Les jardins statuaires

Publié le 10 Novembre 2015

Les jardins statuaires est un livre de Jacques Abeille, publié en 1982, qui n'a véritablement connu de reconnaissance qu'avec les éditions Attila, vingt ans plus tard. Les vicissitudes de sa publication, puis de sa republication – alors que le manuscrit s’était manifestement perdu dans un incendie –, sont racontées sur la quatrième de couverture. C'est un cas d'école en ce qui concerne l' « amnésie » éditoriale. D'après moi, Les jardins statuaires est l'un des premiers livres à avoir hissé l’heroïc fantasy au rang de littérature. De la même façon que Ray Bradbury, avec ses Chroniques martiennes, éleva la science-fiction au degré de poésie – et ce sans craindre de paraître réducteur pour l'une ou l'autre catégorie–, Jacques Abeille réussit ce pari, avec Les Jardins Statuaires.

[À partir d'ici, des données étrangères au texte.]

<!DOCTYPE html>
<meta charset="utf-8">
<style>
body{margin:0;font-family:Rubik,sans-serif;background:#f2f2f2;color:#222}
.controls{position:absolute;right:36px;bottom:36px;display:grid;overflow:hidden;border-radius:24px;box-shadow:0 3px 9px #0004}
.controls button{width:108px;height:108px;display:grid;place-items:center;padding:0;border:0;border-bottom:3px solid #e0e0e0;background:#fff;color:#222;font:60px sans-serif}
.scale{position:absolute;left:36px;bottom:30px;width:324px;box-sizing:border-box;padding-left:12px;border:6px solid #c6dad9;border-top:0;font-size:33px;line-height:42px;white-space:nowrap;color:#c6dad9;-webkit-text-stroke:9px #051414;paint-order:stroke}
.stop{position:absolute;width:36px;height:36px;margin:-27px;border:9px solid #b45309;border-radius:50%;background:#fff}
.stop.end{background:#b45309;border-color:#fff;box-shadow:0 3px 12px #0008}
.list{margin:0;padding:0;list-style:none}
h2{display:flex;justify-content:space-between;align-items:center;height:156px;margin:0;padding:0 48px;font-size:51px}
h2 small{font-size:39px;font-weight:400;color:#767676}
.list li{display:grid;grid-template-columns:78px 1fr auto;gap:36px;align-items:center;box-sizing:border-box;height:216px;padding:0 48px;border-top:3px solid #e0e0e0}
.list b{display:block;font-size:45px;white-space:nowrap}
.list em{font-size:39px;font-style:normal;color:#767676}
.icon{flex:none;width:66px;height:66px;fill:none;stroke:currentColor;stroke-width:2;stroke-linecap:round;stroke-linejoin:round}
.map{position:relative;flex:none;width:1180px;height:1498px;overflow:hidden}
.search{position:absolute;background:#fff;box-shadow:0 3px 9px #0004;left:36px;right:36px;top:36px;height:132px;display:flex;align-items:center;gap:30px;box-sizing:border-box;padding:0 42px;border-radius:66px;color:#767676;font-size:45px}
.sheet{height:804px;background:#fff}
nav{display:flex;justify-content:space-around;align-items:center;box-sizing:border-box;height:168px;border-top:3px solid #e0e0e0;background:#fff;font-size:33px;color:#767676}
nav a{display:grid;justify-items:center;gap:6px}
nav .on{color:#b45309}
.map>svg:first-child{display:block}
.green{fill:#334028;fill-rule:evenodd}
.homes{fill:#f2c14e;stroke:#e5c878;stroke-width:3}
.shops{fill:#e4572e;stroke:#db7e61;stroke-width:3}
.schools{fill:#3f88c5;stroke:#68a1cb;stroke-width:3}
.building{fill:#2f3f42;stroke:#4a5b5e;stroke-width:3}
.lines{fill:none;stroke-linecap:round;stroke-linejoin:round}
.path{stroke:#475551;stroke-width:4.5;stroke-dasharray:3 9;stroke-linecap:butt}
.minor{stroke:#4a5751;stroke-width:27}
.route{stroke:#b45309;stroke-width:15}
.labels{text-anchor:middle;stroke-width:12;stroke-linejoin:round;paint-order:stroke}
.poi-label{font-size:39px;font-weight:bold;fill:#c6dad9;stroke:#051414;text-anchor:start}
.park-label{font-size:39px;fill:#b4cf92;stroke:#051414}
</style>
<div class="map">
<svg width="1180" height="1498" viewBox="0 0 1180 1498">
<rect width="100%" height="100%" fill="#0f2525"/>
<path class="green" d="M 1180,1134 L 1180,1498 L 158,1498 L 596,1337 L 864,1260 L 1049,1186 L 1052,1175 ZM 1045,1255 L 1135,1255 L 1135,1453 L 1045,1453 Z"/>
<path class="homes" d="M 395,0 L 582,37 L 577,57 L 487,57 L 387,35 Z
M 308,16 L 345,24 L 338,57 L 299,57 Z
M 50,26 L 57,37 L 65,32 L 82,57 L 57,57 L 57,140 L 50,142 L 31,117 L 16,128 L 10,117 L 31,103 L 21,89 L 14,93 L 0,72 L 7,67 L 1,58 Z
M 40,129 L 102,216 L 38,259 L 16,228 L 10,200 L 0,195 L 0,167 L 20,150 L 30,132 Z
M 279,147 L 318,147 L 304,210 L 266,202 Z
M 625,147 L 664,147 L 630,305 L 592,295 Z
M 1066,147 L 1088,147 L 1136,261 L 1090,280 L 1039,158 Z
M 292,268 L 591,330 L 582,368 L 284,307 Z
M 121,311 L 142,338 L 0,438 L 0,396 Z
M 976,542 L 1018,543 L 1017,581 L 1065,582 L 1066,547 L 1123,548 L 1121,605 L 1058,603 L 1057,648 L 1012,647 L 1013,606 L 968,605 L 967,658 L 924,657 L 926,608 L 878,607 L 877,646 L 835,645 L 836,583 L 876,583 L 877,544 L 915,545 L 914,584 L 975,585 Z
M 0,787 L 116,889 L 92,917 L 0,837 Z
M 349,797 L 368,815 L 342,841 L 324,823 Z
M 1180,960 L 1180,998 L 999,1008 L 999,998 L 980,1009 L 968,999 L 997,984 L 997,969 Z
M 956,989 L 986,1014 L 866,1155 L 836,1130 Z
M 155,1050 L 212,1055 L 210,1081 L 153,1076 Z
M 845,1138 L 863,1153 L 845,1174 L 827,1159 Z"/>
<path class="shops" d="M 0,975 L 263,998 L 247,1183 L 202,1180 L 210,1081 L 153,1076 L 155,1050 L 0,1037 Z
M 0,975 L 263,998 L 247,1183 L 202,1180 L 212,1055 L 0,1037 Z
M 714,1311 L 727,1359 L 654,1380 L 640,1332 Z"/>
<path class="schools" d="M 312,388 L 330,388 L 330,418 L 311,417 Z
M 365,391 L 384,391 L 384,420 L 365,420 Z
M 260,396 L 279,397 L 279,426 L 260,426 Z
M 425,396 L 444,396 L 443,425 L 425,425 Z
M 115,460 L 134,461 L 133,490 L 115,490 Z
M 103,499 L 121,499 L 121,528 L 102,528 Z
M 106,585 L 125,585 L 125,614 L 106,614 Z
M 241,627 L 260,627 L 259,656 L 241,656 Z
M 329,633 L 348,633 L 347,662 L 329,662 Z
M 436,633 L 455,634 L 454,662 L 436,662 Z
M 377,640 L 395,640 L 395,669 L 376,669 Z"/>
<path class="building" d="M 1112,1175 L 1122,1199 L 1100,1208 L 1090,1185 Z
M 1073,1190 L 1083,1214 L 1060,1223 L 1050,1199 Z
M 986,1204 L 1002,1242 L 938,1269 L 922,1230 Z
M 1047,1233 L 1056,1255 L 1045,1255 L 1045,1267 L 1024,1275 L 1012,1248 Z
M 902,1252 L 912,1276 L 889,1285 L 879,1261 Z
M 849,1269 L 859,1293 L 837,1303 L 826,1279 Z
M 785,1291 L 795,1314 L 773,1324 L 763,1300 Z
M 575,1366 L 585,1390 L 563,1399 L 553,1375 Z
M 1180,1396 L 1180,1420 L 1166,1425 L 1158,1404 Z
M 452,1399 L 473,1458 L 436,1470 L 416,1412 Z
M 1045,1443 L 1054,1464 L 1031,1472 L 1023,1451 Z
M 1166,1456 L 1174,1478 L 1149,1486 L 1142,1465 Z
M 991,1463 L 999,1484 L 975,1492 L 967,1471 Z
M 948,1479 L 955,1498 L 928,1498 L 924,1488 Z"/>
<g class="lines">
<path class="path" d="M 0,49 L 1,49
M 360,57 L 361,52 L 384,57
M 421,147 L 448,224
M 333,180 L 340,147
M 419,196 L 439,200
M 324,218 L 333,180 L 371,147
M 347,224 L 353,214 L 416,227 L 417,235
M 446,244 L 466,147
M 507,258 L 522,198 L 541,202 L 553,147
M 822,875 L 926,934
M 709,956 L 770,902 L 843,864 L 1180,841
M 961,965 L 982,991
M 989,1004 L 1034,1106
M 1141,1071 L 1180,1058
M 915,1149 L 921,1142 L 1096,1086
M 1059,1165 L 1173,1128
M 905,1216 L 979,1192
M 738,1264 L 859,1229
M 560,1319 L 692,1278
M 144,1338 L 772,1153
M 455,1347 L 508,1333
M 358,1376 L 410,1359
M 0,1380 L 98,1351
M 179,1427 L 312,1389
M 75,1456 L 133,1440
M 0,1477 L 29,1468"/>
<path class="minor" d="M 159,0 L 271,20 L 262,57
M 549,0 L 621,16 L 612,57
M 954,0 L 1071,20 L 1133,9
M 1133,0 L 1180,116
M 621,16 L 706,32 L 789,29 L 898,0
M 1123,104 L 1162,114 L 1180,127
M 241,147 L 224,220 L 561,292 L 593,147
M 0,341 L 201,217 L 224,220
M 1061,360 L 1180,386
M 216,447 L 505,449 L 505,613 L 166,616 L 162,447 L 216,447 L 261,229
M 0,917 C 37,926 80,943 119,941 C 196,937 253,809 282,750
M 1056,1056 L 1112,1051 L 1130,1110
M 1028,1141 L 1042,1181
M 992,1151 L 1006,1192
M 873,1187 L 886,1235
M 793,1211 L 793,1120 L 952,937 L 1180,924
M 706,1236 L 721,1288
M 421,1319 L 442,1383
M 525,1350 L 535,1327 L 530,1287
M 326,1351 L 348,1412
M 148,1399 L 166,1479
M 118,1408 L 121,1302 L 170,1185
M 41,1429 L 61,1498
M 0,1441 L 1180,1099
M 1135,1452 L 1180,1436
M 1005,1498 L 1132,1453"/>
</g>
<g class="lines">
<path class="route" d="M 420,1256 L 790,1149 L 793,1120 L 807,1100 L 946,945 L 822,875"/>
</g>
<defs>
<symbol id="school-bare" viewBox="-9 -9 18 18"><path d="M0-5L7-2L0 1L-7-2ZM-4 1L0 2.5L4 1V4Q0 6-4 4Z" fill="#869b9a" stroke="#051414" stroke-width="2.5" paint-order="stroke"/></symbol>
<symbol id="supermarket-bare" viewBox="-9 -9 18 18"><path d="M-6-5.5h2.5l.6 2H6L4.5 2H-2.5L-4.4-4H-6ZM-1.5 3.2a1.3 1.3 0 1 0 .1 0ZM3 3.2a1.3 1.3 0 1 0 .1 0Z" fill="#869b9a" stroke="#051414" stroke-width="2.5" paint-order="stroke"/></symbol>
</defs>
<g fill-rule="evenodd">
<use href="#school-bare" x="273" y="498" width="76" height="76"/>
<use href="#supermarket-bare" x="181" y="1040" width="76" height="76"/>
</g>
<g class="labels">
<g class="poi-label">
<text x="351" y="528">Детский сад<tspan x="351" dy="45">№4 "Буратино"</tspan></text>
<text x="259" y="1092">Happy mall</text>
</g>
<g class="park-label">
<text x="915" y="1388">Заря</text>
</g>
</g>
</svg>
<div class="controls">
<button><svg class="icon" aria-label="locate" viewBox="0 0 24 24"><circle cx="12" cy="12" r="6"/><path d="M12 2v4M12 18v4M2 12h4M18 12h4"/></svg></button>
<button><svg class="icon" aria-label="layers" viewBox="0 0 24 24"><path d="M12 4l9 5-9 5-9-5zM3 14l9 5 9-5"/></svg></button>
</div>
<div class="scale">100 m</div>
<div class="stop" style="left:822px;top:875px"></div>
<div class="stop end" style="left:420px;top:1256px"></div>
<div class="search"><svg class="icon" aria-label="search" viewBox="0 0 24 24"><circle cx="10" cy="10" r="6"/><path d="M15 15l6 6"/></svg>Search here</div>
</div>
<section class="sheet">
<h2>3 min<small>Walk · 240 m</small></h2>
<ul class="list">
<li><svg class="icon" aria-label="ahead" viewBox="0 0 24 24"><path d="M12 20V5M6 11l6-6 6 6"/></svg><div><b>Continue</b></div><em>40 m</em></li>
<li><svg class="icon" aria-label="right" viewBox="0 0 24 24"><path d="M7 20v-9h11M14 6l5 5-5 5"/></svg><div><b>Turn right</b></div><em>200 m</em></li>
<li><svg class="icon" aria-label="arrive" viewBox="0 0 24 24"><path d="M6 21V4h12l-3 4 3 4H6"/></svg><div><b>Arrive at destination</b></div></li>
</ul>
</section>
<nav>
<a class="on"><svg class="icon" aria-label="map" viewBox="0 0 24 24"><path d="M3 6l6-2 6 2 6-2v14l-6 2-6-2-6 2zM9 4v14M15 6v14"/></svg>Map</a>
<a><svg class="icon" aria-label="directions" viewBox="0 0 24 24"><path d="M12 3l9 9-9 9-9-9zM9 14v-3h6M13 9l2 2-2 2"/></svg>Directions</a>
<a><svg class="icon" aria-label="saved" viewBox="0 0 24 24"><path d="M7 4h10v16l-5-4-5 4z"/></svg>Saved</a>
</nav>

L’écriture est ample, généreuse, un peu comme chez Proust : on est enveloppés dans sa douceur. (Gracq est d'ailleurs mentionné sur la quatrième de couverture, aux côtés de Tolkien et de Mervyn Peake). Jacques Abeille honore ces références, parce qu’il crée un monde à lui, avec des personnages subtils, et une mythologie personnelle qui, sans être tarabiscotée, évolue. Son narrateur est envoyé dans un monde où on cultive des statues. On les y fait pousser, puis on les sculpte, et on les fait grandir ensuite dans des enceintes fortifiées. Les femmes sont isolées – sans qu'on comprenne vraiment pourquoi. Le narrateur est chargé d’effectuer un rapport pour le compte de l’endroit d’où il vient – une ville que l'on ne découvrira que dans le troisième volume. Il y rencontre une femme, converse avec les jardiniers. La suite, Les Barbares, est tout aussi étonnante. Assez bizarrement, c’est la dernière partie, La barbarie, la plus mince, et probablement aussi la plus pauvre, qui donne sa dimension contemporaine à un diptyque qui aurait pu passer sans cela pour une fantaisie écrite en dehors des critères de notre époque. La barbarie est une fable kafkaïenne sur l’entêtement que nous manifestons à nous surveiller, et qui nous éclaire un tant soit peu sur le reste du cycle et sur ce monde fabuleux des Contrées que nous n'aurions peut-être jamais dû, à y bien réfléchir, quitter... Il y a probablement une certaine « nostalgie » dans ces Jardins statuaires – une mélancolie de l'époque moyenâgeuse, de ses valeurs, de sa "noblesse" – qui le ferait classer dans les livres réactionnaires par les critiques littéraires s'ils le lisaient. Mais ils ne le lisent pas.